A zinc-copper battery is constructed as follows (standard reduction potentials given below):
Zn | Zn2+ (0.10 M) || Cu2+ (2.50 M) | Cu
Zn2+ + 2 e- → Zn(s) Eº = -0.76 V
Cu2+ + 2 e- → Cu(s) Eº = 0.34 V
The mass of each electrode is 200 g. Each half-cell contains 1.00 L of 1M solution. Calculate the cell
potential after 10.0 A of current has flowed for 10.0 hours.
A. 0.90V
B. 1.13V
C. –1.00V
D. 1.20V
E. 2.00V
To calculate the cell potential after 10.0 A of current has flowed for 10.0 hours in a zinc-copper battery, we can use the formula:
E_cell = Eº_cell - (I * R * t)
Where:
E_cell is the cell potential after the current has flowed for a certain time
Eº_cell = Eº_cathode - Eº_anode (standard reduction potentials of cathode and anode)
I is the current (in Amperes)
R is the gas constant (8.314 J/mol·K)
t is the time (in seconds)
First, let's calculate the standard reduction potentials for the cathode and anode:
Eº_cathode = 0.34 V (given)
Eº_anode = -0.76 V (given)
Next, we need to convert the current (10.0 A) and time (10.0 hours) to the proper SI units:
Current = 10.0 A
Time = 10.0 hours = 10.0 * 3600 seconds = 36,000 seconds
Now, we can substitute the values into the formula:
E_cell = Eº_cell - (I * R * t)
E_cell = (Eº_cathode - Eº_anode) - (I * R * t)
E_cell = (0.34 V - (-0.76 V)) - (10.0 A * 8.314 J/mol·K * 36,000 s)
Simplifying the expression:
E_cell = (0.34 V + 0.76 V) - (10.0 A * 8.314 J/mol·K * 36,000 s)
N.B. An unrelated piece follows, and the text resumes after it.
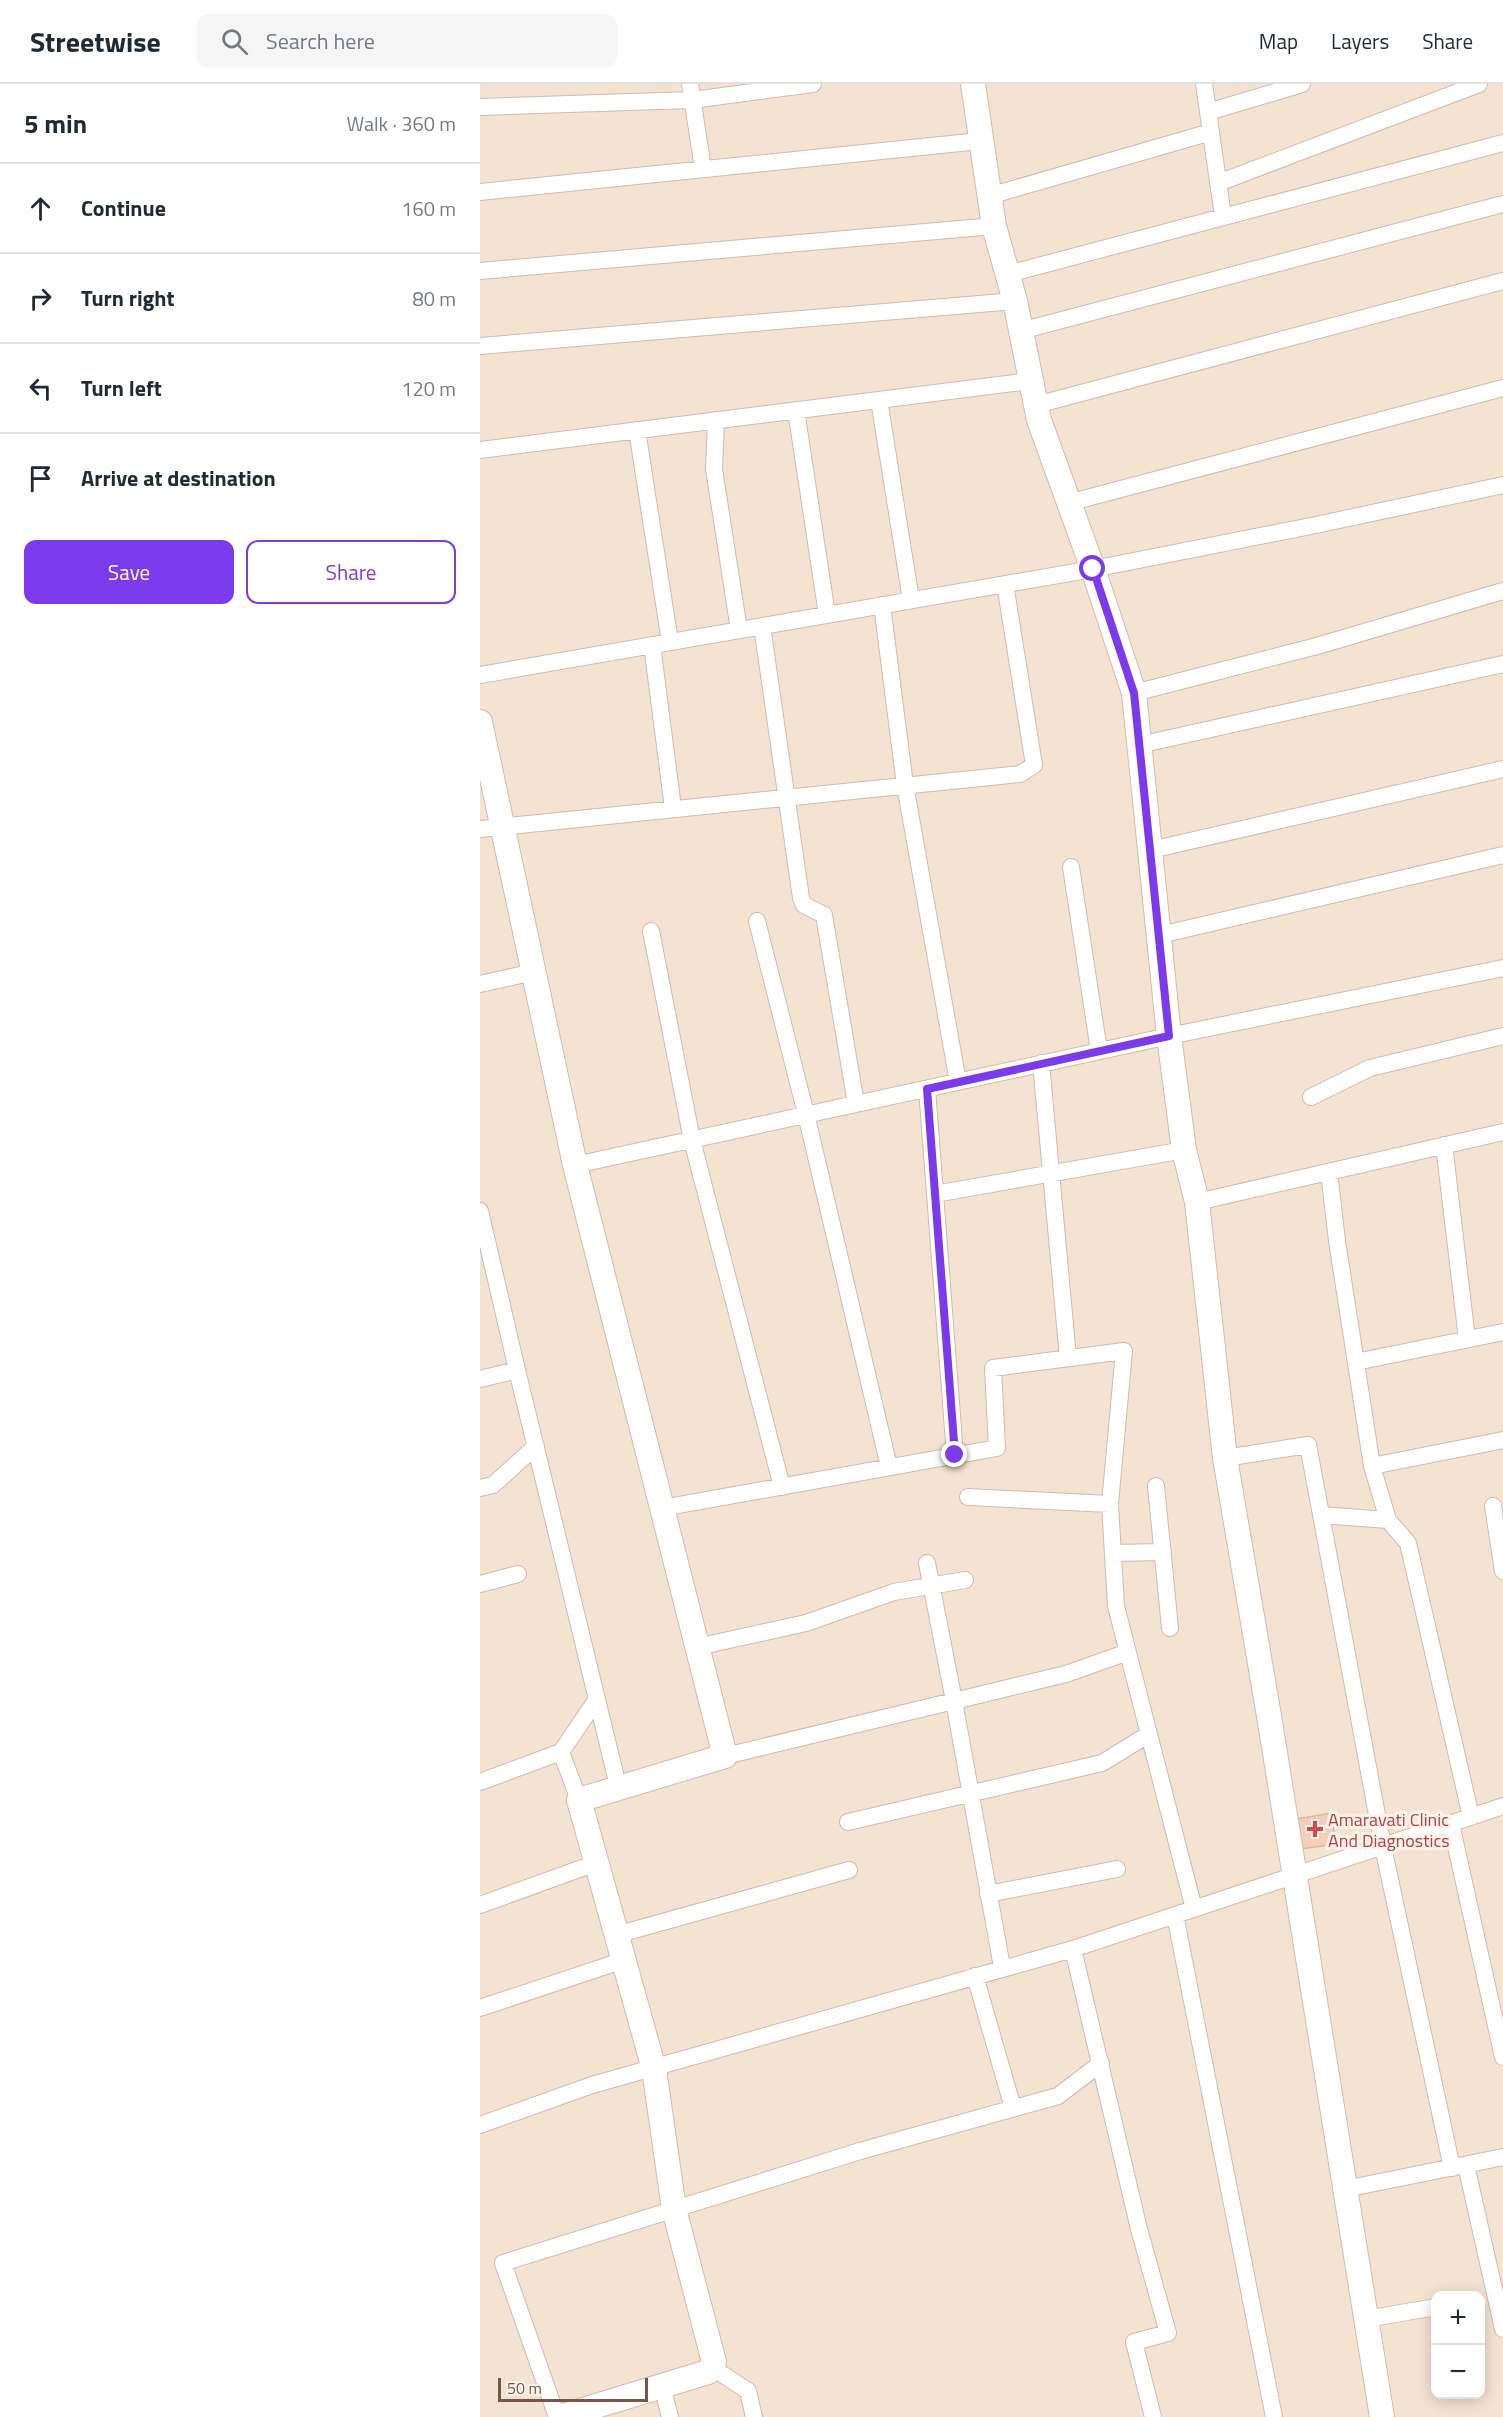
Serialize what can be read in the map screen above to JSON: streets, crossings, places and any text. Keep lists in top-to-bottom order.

E_cell = 1.10 V - (299,0400 J/A)
E_cell = 1.10 V - (299,0400 V s)
Finally, we need to convert the units back to volts:
E_cell = 1.10 V - (299,0400 V s) / 1 C
E_cell = 1.10 V - (299,0400 C)
E_cell = 1.10 V - (299,040 mC)
E_cell = 1.10 V - (299.04 C)
E_cell = 1.10 V - (-299.04 V)
E_cell = 1.10 V + 299.04 V
E_cell = 300.14 V
Therefore, the cell potential after 10.0 A of current has flowed for 10.0 hours is 300.14 V.
Since none of the answer choices match this value, it is likely that there was an error in the calculations or the given information. Please double-check the problem and redo the calculations.